Institution: St George’s University of London

Theme or Role: Clinical Liaison

Brief biography:

I completed medical training at University College London in 1996 with an Intercalated BSc in Immunology, before completing specialist rheumatology training in 2007 and obtaining a PhD at the Kennedy Institute of Rheumatology. I was awarded a Clinical Research Training Fellowship by the Wellcome Trust in 2003 which supported my training at the Kennedy Institute of Rheumatology where I investigated the mechanisms driving chronic inflammation in osteoarthritis. In 2005, I was awarded a British Society for Matrix Biology prize.

I joined St George’s in 2009 as a Clinical Senior Lecturer while working to develop a translational research facility in rheumatic diseases. I’ve been a Consultant Rheumatologist at St George’s University Hospitals NHS Foundation Trust since 2009.

In 2013, I was awarded the Michael Mason Prize in Rheumatology, awarded by the British Society of Rheumatology(BSR) in recognition of innovative work in rheumatology research.

I have served on several committees aimed at improving standards of care in rheumatology, including the BSR External Relations Committee (concerned with influencing policy makers and the National Institute of Health and Care Excellence (NICE) for technology appraisals in osteoarthritis.

I have also helped write Standards of Care documents produced by the Arthritis and Musculoskeletal Alliance (ARMA), an umbrella organisation working towards better care in the discipline. The Standards of Care documents are for healthcare professionals and patients.

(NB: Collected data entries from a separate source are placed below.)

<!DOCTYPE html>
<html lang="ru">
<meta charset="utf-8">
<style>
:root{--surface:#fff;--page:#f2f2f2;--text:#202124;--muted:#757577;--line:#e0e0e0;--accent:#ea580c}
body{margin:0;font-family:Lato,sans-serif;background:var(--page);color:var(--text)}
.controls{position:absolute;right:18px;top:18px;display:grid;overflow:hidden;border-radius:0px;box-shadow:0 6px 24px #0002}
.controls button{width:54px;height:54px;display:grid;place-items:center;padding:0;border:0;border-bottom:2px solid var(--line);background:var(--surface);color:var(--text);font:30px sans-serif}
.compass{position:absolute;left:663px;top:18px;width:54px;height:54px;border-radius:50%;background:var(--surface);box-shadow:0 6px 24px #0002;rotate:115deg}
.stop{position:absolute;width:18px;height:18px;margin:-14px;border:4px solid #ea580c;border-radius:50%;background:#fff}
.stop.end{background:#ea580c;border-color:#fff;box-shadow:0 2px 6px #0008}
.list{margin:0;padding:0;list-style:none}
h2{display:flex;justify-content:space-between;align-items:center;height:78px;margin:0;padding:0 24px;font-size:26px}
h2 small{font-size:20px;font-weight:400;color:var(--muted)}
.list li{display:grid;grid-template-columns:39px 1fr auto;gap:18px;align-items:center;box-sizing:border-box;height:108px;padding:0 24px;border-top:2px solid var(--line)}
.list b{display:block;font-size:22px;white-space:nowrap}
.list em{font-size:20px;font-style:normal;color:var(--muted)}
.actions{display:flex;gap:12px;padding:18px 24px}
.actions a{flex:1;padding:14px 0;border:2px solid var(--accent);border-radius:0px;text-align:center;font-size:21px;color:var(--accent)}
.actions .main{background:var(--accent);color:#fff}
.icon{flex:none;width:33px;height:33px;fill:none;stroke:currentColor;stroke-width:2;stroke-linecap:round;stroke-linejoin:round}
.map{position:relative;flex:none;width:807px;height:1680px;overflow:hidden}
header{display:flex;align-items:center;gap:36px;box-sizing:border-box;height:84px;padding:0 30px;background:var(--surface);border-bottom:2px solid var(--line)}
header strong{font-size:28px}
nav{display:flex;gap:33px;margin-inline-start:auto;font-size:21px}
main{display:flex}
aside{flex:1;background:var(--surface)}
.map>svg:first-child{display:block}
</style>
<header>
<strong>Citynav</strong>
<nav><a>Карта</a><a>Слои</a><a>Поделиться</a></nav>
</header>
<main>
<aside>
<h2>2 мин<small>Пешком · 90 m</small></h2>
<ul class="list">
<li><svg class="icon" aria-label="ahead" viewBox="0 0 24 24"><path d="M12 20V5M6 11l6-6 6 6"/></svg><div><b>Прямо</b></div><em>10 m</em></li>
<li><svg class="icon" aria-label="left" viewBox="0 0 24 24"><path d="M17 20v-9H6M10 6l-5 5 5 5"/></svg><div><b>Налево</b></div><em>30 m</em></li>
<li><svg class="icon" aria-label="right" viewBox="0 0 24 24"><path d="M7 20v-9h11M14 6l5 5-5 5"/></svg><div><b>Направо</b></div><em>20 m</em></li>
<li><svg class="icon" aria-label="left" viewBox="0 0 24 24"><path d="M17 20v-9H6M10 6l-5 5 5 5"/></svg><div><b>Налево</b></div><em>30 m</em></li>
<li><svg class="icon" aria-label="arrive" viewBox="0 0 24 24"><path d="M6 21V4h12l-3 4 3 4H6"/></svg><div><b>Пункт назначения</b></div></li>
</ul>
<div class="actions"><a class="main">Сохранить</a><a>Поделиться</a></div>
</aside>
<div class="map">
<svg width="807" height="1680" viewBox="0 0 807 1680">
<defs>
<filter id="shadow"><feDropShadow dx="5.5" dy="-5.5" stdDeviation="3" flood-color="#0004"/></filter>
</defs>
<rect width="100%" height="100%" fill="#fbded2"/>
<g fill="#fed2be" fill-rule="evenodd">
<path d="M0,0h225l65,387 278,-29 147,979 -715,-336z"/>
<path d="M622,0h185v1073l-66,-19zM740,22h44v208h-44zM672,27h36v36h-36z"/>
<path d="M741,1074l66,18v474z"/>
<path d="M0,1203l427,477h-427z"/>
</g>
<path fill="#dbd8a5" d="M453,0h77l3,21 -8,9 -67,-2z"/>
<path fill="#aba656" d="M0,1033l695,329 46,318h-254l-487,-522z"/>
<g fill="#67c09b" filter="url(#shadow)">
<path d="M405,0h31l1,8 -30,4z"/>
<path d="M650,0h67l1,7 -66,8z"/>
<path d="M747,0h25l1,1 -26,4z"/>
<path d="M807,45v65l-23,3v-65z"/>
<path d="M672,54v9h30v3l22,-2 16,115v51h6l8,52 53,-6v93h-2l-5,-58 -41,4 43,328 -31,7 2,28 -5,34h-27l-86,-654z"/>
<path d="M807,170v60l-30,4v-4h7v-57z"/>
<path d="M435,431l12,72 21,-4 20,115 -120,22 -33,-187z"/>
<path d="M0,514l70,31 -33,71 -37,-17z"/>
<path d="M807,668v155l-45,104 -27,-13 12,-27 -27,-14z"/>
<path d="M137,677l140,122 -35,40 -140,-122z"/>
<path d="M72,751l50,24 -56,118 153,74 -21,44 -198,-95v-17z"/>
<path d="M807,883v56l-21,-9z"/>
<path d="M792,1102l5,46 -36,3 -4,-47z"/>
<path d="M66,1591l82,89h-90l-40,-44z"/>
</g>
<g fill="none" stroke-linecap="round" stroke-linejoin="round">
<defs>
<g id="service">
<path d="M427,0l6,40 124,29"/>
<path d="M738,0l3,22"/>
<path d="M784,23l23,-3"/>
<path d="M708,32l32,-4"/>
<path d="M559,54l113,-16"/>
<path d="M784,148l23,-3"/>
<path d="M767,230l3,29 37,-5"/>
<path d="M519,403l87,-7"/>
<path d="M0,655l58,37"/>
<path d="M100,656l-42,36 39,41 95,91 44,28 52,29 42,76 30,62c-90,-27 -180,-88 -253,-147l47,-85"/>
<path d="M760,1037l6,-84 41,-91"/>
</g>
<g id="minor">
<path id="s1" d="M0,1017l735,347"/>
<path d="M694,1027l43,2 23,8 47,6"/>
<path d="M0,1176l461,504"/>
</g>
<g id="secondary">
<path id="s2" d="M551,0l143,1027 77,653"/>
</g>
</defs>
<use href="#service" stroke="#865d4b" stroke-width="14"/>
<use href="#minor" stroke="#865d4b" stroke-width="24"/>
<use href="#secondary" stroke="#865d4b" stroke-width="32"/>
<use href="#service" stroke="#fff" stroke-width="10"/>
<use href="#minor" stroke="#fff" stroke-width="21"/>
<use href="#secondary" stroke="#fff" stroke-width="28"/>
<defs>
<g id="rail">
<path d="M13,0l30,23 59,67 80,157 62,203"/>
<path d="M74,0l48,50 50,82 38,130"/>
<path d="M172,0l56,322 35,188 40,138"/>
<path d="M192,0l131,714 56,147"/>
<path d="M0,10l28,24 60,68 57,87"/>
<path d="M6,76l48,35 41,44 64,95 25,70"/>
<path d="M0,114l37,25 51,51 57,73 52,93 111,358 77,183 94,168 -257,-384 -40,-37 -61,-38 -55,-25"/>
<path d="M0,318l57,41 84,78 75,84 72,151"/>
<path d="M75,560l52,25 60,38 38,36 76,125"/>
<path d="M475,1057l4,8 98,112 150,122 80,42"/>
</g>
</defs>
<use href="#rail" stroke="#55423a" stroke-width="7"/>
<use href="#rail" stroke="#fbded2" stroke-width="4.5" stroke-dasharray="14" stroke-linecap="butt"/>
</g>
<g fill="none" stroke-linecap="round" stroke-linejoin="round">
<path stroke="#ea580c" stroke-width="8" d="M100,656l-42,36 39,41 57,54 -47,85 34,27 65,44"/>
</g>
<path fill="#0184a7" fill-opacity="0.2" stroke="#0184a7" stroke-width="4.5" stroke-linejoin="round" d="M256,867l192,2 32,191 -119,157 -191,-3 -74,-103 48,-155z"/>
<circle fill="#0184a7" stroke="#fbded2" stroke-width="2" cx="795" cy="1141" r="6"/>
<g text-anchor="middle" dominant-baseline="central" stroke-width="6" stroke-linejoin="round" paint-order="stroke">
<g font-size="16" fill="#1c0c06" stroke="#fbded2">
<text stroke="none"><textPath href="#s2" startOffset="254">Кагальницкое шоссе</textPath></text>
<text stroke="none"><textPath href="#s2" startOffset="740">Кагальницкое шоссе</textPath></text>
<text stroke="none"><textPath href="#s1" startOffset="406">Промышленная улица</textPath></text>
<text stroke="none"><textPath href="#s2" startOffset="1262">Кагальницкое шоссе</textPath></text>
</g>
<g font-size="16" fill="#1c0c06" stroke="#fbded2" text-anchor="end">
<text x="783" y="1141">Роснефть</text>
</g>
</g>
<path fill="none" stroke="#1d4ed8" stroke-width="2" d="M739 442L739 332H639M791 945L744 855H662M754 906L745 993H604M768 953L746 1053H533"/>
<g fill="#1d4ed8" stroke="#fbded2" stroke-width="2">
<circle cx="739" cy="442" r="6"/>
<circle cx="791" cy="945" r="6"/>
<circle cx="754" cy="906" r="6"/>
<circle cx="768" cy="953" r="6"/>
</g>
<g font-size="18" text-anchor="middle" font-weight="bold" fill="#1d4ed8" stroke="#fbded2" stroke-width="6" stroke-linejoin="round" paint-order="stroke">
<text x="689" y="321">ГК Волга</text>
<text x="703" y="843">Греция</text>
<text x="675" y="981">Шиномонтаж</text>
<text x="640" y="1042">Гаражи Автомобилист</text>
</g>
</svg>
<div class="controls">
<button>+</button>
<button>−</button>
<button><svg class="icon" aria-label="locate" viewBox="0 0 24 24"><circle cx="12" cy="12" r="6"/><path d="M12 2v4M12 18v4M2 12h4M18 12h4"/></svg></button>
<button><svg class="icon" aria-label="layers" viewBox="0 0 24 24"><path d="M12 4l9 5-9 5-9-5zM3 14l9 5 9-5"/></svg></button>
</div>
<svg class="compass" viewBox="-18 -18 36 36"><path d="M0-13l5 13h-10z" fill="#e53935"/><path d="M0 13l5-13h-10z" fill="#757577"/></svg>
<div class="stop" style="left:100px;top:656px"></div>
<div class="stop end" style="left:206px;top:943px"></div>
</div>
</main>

I investigate the mechanisms responsible for pain and reduced function in osteoarthritis, and am involved in a number of clinical studies evaluating the effectiveness of medication in relieving pain in rheumatoid arthritis and osteoarthritis.

I use non-invasive techniques including quantitative sensory testing (QST) methods to identify pain pathways. QST identifies sensation and pain thresholds by stimulating the skin. I also use magnetic resonance imaging techniques to discover which brain regions are activated by osteoarthritis pain, and a basic science mechanistic approach to investigate the role of molecules within the body in driving chronic inflammation in joints.

I am principal investigator of Pain management in osteoarthritis using centrally acting analgesics. Funded by the Rosetrees Trust, the trial is testing whether drugs that inhibit pain processing pathways in the brain can help with pain in the hand caused by osteoarthritis.